Interestingly, South Korea (which, like us, was really good at smashing Coronavirus 101) has also had a Delta and economic-related problem because early success in beating the virus has led to lower vaccination levels.

It’s this expectation around vaccination rates here that has seen the OECD give us a big thumbs up for 2022.

So what is the economic crystal ball revealing about 2022? Try these for things:

  1. A big economic rebound next year.
  2. Unemployment will fall.
  3. The CBA says there’s $230 billion worth of savings that will bankroll the economic party of 2022.
  4. The global economy not only grows at 5.7% this year but another strong 4.5% next year, which is good news for an economy like Australia, which is a big exporting nation.

“The OECD said speedy vaccination and flexible government spending were the keys to a sustained global recovery from the pandemic,” The Australian reported today.

Personally, I think the OECD’s guesswork on how our economy will rebound is a little more conservative than it needs to be. Recently, I’ve been staggered by how positive we have remained, despite the impact of the lockdowns.

Every Saturday in The Switzer Report (our investment subscription newsletter) I include a survey of the key economic data for the week, using this data as an indicator for what might lie ahead for investors and stock prices.

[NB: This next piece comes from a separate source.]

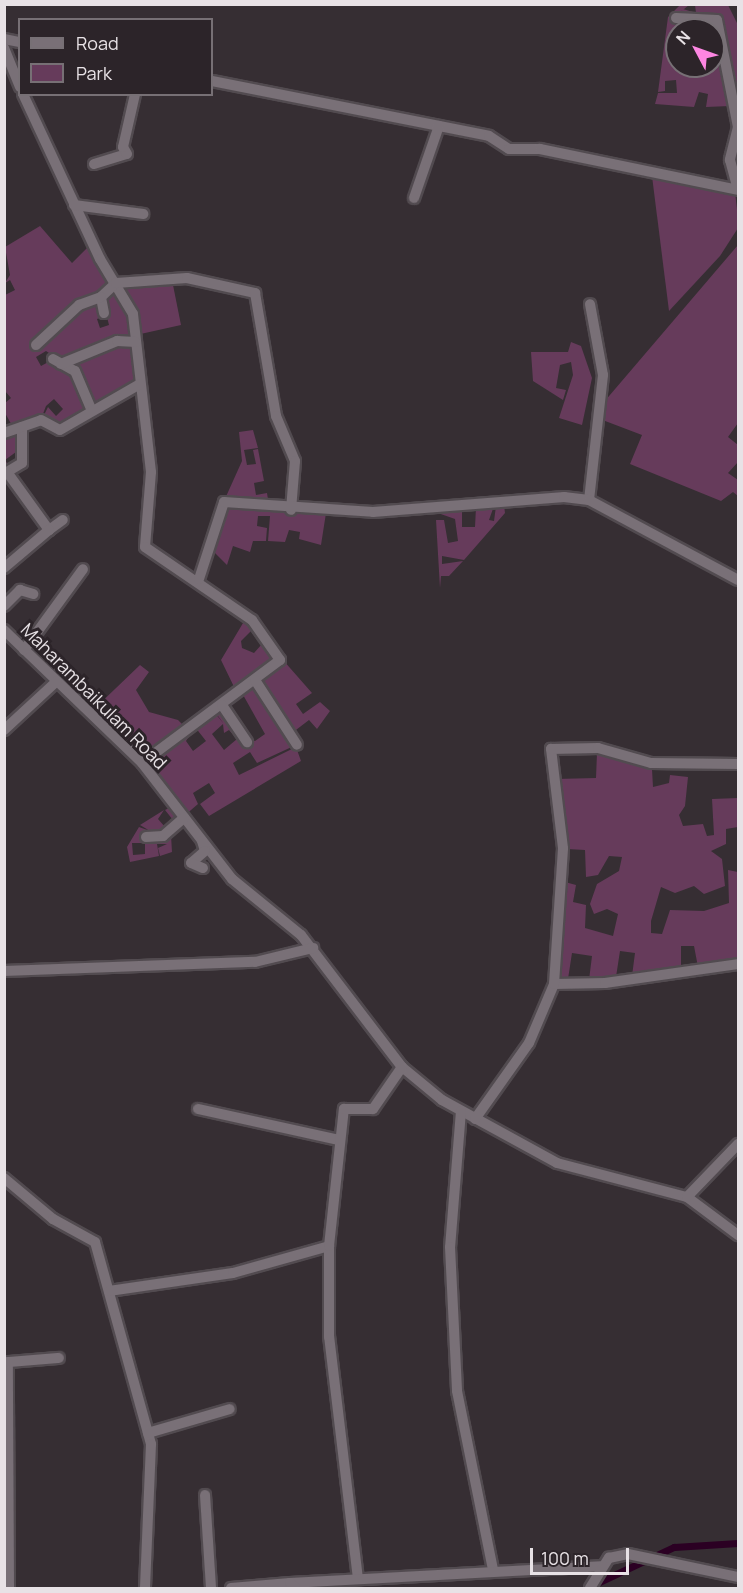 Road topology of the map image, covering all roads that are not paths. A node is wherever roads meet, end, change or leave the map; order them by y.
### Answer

Despite NSW and Victoria being in lockdowns, this is what I liked from last week:

  1. The monthly Westpac-Melbourne Institute Index of Consumer Sentiment rose by 2% to 106.2 in September. How did that happen?
  2. The weekly ANZ-Roy Morgan consumer confidence rating rose by 3.1% (the most in 22 weeks) to an 8-week high of 103.1 (long-run average 112.5 since 1990). Sentiment surged 10.6% in Sydney and lifted by 6.2% in Victoria, but was down 3.2% in Queensland. (I like it but I can’t easily explain it!)
  3. The national unemployment rate fell from 4.65 to a 12½-year low of 4.5% in August. The fall is psychologically good (though surprising) and is explained by the fall in the participation rate, but I like it because it has suppressed bad media headlines.
  4. CBA group economists estimate that Aussies have accrued $155 billion in excess savings over and above what they’d normally save during the pandemic. By the end of 2021, this is likely to exceed $200 billion (or 10%) of gross domestic product (GDP). Once lockdowns end in NSW, Victoria and the ACT, consumer spending could lift sharply as confidence improves when government restrictions are eased. And consumers will have money to spend!
  5. Combes estimates that over $41 billion in dividends will be paid in coming weeks.  Government welfare payments, plus savings by Aussies who haven’t been able to spend on overseas holidays, Friday and Saturday night restaurant outlays and even just browsing and shopping on the weekends, will spring into delayed action in 2022 ‘big time’ and drive our economy, sales, company profits, stock prices and super fund returns higher.

I think the OECD is underestimating the desire and capability of Australians to be confident and to party like it’s 2022!

Only silly disruptive policies out of Beijing could spoil the good times expected next year, so I’m hoping that some smart politics prevails between the US and China, if only for economic reasons!